Right to be Forgotten in Sweden
Google has received about 15,000 requests for delisting regarding Swedish websites. Yet, in more than half of the cases the American search engine operator refused to remove the disputed websites from their results.
What kind of help may individuals to whom a request for delisting has been denied expect from public authorities expect from public authorities? In other words, how do the Swedish authorities apply the Google ruling? These are the questions we tackle in this paper, first by focusing on the manner in which the Data Protection Authority, the Datainspektion (DI), deals with the issue; then by looking on how the courts – in the current case, the ordinary judge – handle complaints against search engine operators’ decisions not to delist incriminated URLs.
The first section, dedicated to the theme of the right to be delisted and the data protection authority, begins with a brief review of the information provided by the Data Protection Authority’s website on the right to be forgotten and the manner to exercise it. We notice that there is a need for clearer information but that some improvements seem to be underway, not least concerning the right to erasure laid down in the General Data Protection Regulation.

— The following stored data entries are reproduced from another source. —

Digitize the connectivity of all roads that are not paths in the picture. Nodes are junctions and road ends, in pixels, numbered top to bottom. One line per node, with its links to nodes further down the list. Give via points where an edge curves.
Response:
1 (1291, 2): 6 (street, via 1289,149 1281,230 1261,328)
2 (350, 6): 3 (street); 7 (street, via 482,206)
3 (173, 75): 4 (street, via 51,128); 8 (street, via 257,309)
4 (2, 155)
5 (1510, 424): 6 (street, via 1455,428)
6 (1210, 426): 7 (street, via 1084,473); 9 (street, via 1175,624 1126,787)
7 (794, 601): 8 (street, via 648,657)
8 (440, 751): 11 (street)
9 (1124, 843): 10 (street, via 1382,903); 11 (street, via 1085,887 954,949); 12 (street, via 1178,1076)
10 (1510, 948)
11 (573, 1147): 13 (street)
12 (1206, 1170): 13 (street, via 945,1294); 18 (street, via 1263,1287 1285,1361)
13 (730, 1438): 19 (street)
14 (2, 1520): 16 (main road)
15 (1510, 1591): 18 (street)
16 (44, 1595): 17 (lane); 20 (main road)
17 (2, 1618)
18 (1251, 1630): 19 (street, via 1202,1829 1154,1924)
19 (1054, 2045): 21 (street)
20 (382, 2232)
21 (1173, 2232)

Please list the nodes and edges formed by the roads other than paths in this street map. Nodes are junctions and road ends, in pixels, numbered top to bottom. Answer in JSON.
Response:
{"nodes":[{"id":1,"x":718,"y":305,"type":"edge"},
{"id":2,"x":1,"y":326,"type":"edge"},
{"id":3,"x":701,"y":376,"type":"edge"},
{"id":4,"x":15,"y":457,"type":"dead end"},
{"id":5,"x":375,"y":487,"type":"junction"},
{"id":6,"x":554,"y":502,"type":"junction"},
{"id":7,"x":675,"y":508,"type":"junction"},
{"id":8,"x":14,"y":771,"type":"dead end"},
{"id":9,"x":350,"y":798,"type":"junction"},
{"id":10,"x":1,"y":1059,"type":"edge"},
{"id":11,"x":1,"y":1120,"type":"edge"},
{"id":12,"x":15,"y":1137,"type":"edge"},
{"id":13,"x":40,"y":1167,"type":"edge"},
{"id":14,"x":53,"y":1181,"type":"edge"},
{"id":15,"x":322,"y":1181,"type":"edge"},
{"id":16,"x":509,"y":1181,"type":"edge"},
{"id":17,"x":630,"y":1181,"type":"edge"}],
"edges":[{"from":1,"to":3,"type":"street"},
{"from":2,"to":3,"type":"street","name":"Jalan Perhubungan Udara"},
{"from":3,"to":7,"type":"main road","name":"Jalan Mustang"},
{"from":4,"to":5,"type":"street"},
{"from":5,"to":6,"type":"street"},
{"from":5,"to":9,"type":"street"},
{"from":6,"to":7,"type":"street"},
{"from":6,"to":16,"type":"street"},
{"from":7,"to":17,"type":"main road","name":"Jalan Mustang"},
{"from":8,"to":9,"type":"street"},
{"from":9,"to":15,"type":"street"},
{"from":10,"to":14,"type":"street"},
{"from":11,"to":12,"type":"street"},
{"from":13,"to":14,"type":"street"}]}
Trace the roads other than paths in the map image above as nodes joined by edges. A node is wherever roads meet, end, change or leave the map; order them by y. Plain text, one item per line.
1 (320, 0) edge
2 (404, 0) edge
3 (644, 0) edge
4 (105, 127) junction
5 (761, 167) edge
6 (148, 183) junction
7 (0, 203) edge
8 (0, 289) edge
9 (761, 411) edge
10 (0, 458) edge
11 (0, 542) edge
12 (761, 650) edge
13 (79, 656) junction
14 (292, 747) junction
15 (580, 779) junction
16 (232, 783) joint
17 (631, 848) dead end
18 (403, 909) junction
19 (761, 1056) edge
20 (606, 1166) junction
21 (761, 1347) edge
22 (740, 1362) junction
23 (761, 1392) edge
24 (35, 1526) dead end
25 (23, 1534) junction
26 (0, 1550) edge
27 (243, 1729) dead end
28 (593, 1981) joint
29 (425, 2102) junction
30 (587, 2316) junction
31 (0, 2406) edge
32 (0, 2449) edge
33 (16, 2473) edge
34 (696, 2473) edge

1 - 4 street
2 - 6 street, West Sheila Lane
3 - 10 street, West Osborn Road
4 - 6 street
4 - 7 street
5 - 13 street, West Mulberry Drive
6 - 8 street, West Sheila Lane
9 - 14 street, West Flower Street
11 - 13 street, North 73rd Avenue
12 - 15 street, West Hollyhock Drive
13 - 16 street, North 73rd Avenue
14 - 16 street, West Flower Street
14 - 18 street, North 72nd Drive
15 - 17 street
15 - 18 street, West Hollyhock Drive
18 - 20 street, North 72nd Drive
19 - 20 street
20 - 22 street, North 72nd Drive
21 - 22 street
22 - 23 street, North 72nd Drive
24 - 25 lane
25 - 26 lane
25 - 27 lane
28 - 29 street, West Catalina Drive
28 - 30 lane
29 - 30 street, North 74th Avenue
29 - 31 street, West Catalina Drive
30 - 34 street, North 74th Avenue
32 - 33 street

The next two parts of Section 1 deal with the twofold procedure initiated in May 2015 by the DI towards Google, following complaints submitted to the Swedish authority. One part of the procedure concerns thirteen individual complaints selected by the DI that the Swedish supervisory authority required Google to review. The second part of the procedure consists of a general investigation of the way the American search engine operator complies with the European case law on the right to be forgotten. In a decision closing these two procedures on May 2nd 2017, the Data Protection Authority, assesses that in five of these cases Google’s reiterated refusal to delist websites from the search results were in breach of the Swedish data protection legislation and requires Google to delist the incriminated websites by August 2nd 2017. Moreover, the Swedish Data Protection Authority makes two recommendations to Google with regard to the procedure its removals-team follows when receiving a request from an individual to remove links. Additionally the DI requires Google to apply the right to be forgotten not only for search results on Google’s Swedish pages, but also on Google’s search engine for other countries that ”have such a relationship to Sweden and to the data subject that they cause an infringement in the privacy of the data subject”. The American search engine operator has three weeks from the date of reception of the decision for lodging an appeal to the administrative court.
The second section, entitled The right to be delisted and the ordinary judge, provides an analysis of the first Swedish judgment in the field. The court of first instance of Stockholm, in its decision from May 9th 2016, made upon the appeal of a businessman in the construction sector complaining about the refusal of Google to remove links to webpages publishing critical articles regarding the plaintiff, decided in favor of the search engine operator. We analyse this judgement with a particular focus, first, on the balancing of the interests the judge makes in the present case, as well as on the legality of the data processing, and, second, on the question raised by the defendant on the competence of the ordinary judge to prohibit the continued processing of data. On the first issue, the Swedish authority, taking inter alia into account the role of public figure of the plaintiff and the seriousness of the news outlets which published the incriminated articles, concluded that the interests of Google and third persons to diffuse and access information contained in the articles outweight the right to protection of privacy and the right of data protection of the plaintiff. Consequently, the judge assessed that the data processing wasn’t illegal. On the second issue of the competence of the ordinary judge to order the cessation of the listing of websites, we first review the different opinions on that issue before raising the question of the compliance of the Swedish legal framework in terms of the effectiveness of the application of the European ruling on the right to be delisted.
Our general conclusion is that it is too early to give a straightforward appreciation on the way the Swedish authorities apply the right to be forgotten. Indeed, we don’t know how the legally robust decision taken by the DI in May 2017 will impact its policy in the field of the right to be forgotten; will the DI, for instance, endorse more individuals’ complaints? Furthermore, to this date, there has been no decision on the right to be forgotten by the administrative court and only one by an ordinary court. In any case, the absence of obligation for the Datainspektion to forward individual complaints to search engine operators, if combined with a lack of power for the ordinary judge to order a delisting, would raise questions on the effectivness in Sweden of the application of the right to be forgotten.